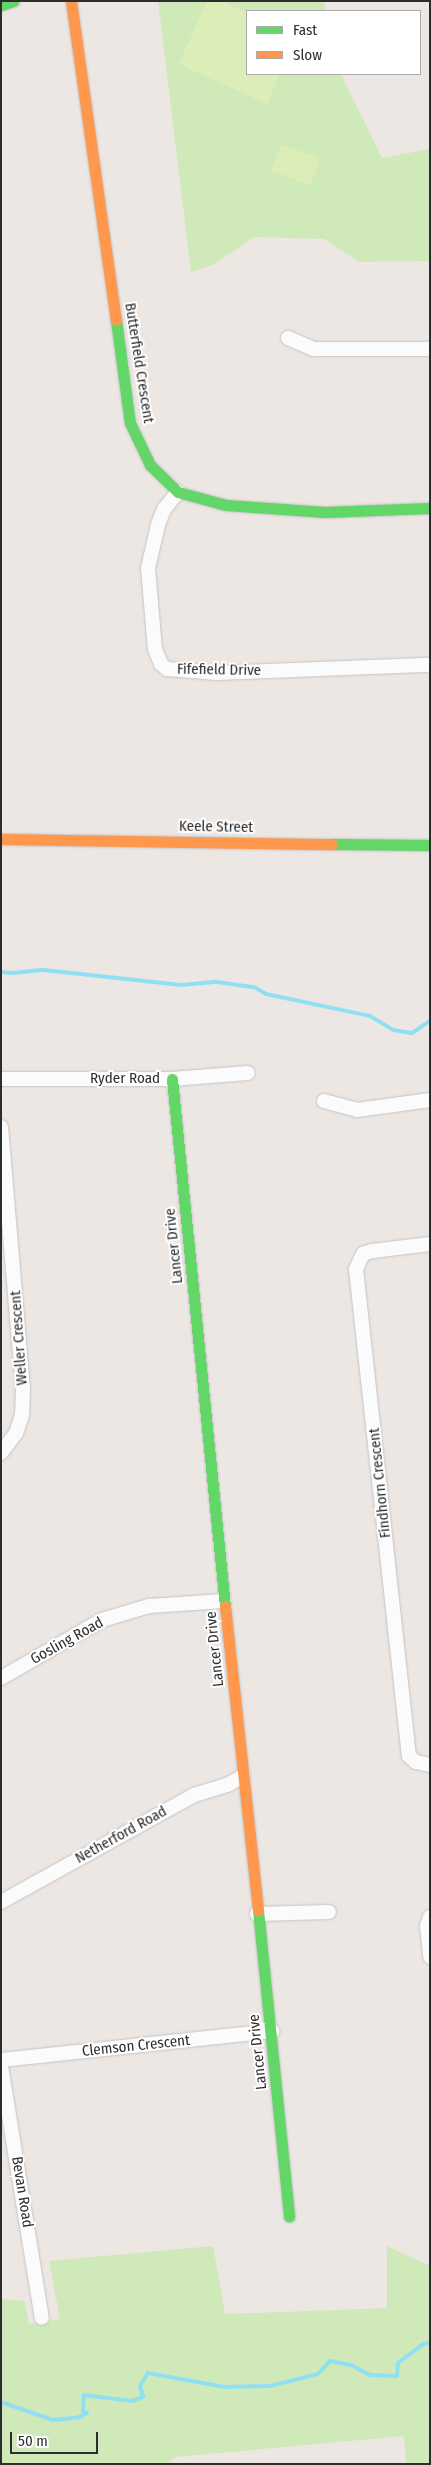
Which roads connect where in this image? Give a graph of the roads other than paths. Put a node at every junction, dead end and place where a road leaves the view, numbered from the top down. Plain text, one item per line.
1 (13, 1) edge
2 (71, 1) edge
3 (1, 6) edge
4 (288, 338) dead end
5 (430, 349) edge
6 (178, 492) junction
7 (430, 508) edge
8 (430, 665) edge
9 (1, 839) edge
10 (430, 845) edge
11 (248, 1073) dead end
12 (1, 1079) edge
13 (172, 1079) junction
14 (430, 1100) edge
15 (324, 1101) dead end
16 (1, 1127) edge
17 (430, 1244) edge
18 (1, 1453) edge
19 (224, 1601) junction
20 (1, 1678) edge
21 (430, 1765) edge
22 (243, 1776) junction
23 (1, 1902) edge
24 (330, 1912) dead end
25 (257, 1914) junction
26 (430, 1916) edge
27 (430, 1957) edge
28 (272, 2031) junction
29 (1, 2060) edge
30 (1, 2066) edge
31 (289, 2216) dead end
32 (42, 2318) dead end

1 - 3 street
2 - 6 street, Butterfield Crescent
4 - 5 street
6 - 7 street, Butterfield Crescent
6 - 8 street, Fifefield Drive
9 - 10 street, Keele Street
11 - 13 street, Ryder Road
12 - 13 street, Ryder Road
13 - 19 street, Lancer Drive
14 - 15 street
16 - 18 street, Weller Crescent
17 - 21 street, Findhorn Crescent
19 - 20 street, Gosling Road
19 - 22 street, Lancer Drive
22 - 23 street, Netherford Road
22 - 25 street, Lancer Drive
24 - 25 street
25 - 28 street, Lancer Drive
26 - 27 street
28 - 29 street, Clemson Crescent
28 - 31 street, Lancer Drive
30 - 32 street, Bevan Road

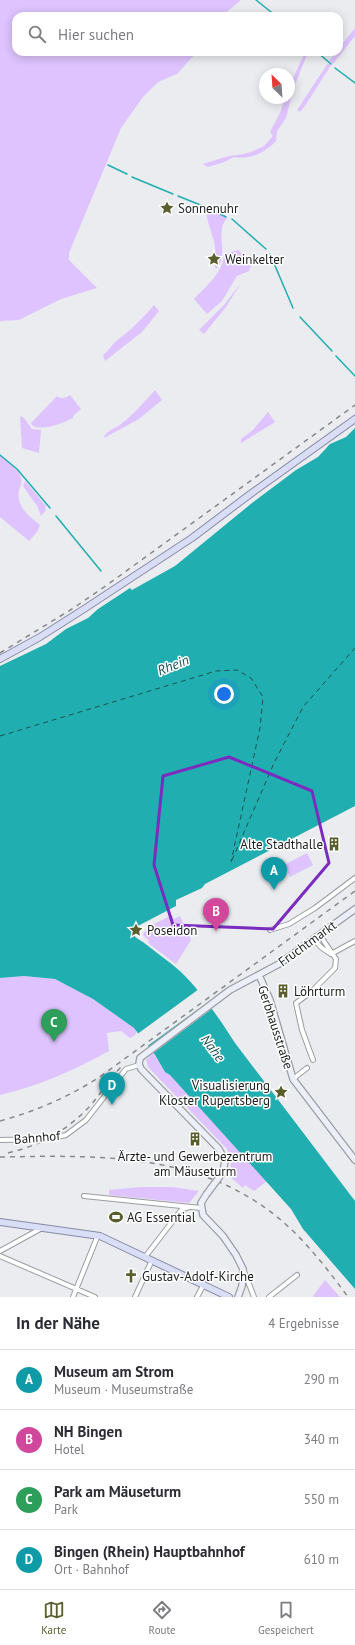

▶ EXERCISE AIM
Transcribe all entries above exactly. Drop the pictures.

▶ FINISHED EXERCISE
Which roads connect where in this image? Give a graph of the roads other than paths. Put a node at every junction, dead end and place where a road leaves the view, numbered from the top down. Plain text, one item per line.
1 (13, 1) edge
2 (71, 1) edge
3 (1, 6) edge
4 (288, 338) dead end
5 (430, 349) edge
6 (178, 492) junction
7 (430, 508) edge
8 (430, 665) edge
9 (1, 839) edge
10 (430, 845) edge
11 (248, 1073) dead end
12 (1, 1079) edge
13 (172, 1079) junction
14 (430, 1100) edge
15 (324, 1101) dead end
16 (1, 1127) edge
17 (430, 1244) edge
18 (1, 1453) edge
19 (224, 1601) junction
20 (1, 1678) edge
21 (430, 1765) edge
22 (243, 1776) junction
23 (1, 1902) edge
24 (330, 1912) dead end
25 (257, 1914) junction
26 (430, 1916) edge
27 (430, 1957) edge
28 (272, 2031) junction
29 (1, 2060) edge
30 (1, 2066) edge
31 (289, 2216) dead end
32 (42, 2318) dead end

1 - 3 street
2 - 6 street, Butterfield Crescent
4 - 5 street
6 - 7 street, Butterfield Crescent
6 - 8 street, Fifefield Drive
9 - 10 street, Keele Street
11 - 13 street, Ryder Road
12 - 13 street, Ryder Road
13 - 19 street, Lancer Drive
14 - 15 street
16 - 18 street, Weller Crescent
17 - 21 street, Findhorn Crescent
19 - 20 street, Gosling Road
19 - 22 street, Lancer Drive
22 - 23 street, Netherford Road
22 - 25 street, Lancer Drive
24 - 25 street
25 - 28 street, Lancer Drive
26 - 27 street
28 - 29 street, Clemson Crescent
28 - 31 street, Lancer Drive
30 - 32 street, Bevan Road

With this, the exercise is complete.